How It All Goes Down
Here in the future, life is wonderful, just like they promised. Everyone knows their task and understands their part in the great purpose, and we even shave our heads and use numbers as names to avoid anything even remotely resembling individualism. And hey, since we've conquered the whole world (except for that weird creepy part beyond the wall), we may as well fly to other planets and do the same thing to the aliens we find there. Won't that be fun?
That's the thinking of the intriguingly named D-503: mathematician and rocket scientist who's thrilled to be a part of the program. (And yes, you may note a disturbing resemblance to Emmet, the hero in The Lego Movie.) He writes a diary trying to convince anyone who reads it of the awesomeness of the One State, the society in which he lives.
He runs into trouble when he meets the sultry I-330 on an assigned walk. She does horrible things like flirt with him instead of filling out a formal request for a Booty Call in triplicate like the State requests. Repulsed and yet strangely attracted to her—there's something about a bad girl—D-503 accompanies her to the museum-like Ancient House, which is the only building in the whole world that doesn't use windows for walls. He plays hooky from work to do it—a serious no-no in this world—but refuses when I-330 offers to have an excuse written up for him by a corrupt doctor.
He's gonna denounce her to the state. He really, really is. But…
He starts having dreams.
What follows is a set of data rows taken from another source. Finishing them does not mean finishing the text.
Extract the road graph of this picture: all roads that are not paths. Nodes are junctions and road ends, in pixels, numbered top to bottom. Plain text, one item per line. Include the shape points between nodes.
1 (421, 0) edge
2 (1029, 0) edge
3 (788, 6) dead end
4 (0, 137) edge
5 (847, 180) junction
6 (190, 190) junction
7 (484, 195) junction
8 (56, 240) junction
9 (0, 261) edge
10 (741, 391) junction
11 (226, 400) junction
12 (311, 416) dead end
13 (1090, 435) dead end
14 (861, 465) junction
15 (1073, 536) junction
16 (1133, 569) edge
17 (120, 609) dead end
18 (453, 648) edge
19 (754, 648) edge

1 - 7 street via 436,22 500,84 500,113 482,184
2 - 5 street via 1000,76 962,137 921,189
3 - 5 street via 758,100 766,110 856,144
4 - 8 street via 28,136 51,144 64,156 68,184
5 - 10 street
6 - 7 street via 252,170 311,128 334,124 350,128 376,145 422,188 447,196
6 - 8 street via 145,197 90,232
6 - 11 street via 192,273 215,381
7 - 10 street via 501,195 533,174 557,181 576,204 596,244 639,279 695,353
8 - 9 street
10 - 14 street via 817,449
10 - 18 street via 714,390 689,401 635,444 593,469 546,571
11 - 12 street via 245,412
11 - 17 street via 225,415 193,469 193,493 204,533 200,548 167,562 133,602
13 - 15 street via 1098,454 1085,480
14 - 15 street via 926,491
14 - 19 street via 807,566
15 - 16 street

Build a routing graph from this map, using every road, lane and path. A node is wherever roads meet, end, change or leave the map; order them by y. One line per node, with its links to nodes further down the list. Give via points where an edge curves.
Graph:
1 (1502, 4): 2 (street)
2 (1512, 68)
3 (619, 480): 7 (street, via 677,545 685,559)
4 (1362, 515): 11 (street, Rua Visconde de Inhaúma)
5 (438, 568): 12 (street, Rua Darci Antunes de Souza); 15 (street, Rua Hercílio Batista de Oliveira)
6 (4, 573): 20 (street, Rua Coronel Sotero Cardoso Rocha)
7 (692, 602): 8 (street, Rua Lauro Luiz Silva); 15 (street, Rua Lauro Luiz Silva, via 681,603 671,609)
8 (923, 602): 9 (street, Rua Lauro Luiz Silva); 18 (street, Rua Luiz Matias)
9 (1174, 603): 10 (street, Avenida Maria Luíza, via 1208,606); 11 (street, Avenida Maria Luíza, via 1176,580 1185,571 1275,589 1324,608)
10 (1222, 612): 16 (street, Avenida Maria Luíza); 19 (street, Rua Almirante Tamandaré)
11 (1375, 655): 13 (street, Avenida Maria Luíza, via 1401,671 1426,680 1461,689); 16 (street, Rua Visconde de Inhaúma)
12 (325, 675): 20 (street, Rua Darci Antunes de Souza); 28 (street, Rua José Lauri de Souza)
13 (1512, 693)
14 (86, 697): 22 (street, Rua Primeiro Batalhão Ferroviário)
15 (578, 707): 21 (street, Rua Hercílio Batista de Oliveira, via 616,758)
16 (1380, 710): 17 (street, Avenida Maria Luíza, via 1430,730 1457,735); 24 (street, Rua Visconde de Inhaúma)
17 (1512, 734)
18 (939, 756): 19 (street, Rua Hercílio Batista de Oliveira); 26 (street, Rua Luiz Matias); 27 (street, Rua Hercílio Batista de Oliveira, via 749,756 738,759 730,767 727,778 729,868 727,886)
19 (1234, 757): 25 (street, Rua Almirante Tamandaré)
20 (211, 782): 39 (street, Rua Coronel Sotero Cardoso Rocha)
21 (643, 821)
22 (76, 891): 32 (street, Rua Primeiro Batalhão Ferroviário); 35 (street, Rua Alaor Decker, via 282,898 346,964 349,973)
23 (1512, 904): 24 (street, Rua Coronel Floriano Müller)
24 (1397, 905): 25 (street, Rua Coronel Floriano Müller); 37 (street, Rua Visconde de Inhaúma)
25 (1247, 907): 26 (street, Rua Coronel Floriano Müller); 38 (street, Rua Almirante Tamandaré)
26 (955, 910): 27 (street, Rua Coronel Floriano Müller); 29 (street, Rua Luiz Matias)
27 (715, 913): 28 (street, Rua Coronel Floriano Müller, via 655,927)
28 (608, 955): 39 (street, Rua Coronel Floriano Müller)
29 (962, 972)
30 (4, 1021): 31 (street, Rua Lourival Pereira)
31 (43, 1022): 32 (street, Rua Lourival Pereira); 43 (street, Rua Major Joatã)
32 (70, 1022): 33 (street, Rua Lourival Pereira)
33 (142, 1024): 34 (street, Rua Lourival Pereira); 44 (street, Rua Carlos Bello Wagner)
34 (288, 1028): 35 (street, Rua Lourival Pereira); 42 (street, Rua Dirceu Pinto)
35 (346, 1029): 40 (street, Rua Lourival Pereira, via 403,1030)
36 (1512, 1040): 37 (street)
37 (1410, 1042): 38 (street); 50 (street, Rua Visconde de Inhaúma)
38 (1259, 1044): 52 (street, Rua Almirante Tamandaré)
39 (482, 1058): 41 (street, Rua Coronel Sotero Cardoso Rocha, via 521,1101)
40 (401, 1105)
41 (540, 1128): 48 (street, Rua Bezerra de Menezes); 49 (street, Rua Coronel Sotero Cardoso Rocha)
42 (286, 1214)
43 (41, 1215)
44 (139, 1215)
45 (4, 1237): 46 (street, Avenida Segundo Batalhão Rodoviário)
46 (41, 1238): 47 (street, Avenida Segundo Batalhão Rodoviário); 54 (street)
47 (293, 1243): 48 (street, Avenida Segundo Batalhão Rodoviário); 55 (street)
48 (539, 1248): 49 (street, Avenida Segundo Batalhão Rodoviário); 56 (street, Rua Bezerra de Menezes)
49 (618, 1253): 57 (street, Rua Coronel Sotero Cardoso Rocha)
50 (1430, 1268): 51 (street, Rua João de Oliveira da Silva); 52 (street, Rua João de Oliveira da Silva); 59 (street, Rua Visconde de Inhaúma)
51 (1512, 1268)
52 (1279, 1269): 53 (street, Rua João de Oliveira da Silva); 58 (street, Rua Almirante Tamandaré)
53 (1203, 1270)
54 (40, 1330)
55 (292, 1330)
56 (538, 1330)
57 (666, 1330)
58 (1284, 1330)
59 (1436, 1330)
This is also forbidden by the state—in fact they're considered a form of insanity—but apparently no one consulted his subconscious on the matter. It also makes him less willing to turn in I-330, which is a good thing when she reveals that she belongs to MEPHI, the resistance movement du jour. (There's always one of them in these kinds of stories…). Again, he refrains from finking on her, and she takes him through a secret tunnel under the Ancient House to the world outside the wall. There, people grow hair and wear cavemen furs and have sex without their neighbors looking in and all kinds of other inappropriate things the One State wouldn't like. I-330 and the other members of MEPHI want to blow up the wall and reunite humanity.
Trouble arises when D-503's state-sanctioned lover, O-90, begs him to give her a baby even though the government forbids it. D-503 goes along with it when she promises to turn the baby over to the state for raising, but once impregnated, O-90 decides that life with the cavemen would be easier. D-503 and I-330 smuggle her outside the wall.
Sometime after that, D-503 undergoes a fun new operation—that everyone gets to go through—that completely burns all of the emotions out of his brain. When they're done, he cheerfully tells them all about MEPHI and his various zany undertakings with them. I-330 gets arrested, but not even torture gets her to break and she goes to her death without regrets. This should probably upset D-503, but that whole lobotomy thing really seems to work.
Meanwhile, MEPHI's been awfully busy and even with D-503's betrayal, their great work is underway. Parts of the wall have collapsed. Birds are returning to the city. Riots are breaking out and those pesky emotions the State is trying so hard to stamp out seem to be reasserting themselves. D-503 expresses hope that the State will triumph, but it doesn't look good.
Revolution, it seems, is always just a few well-organized malcontents away.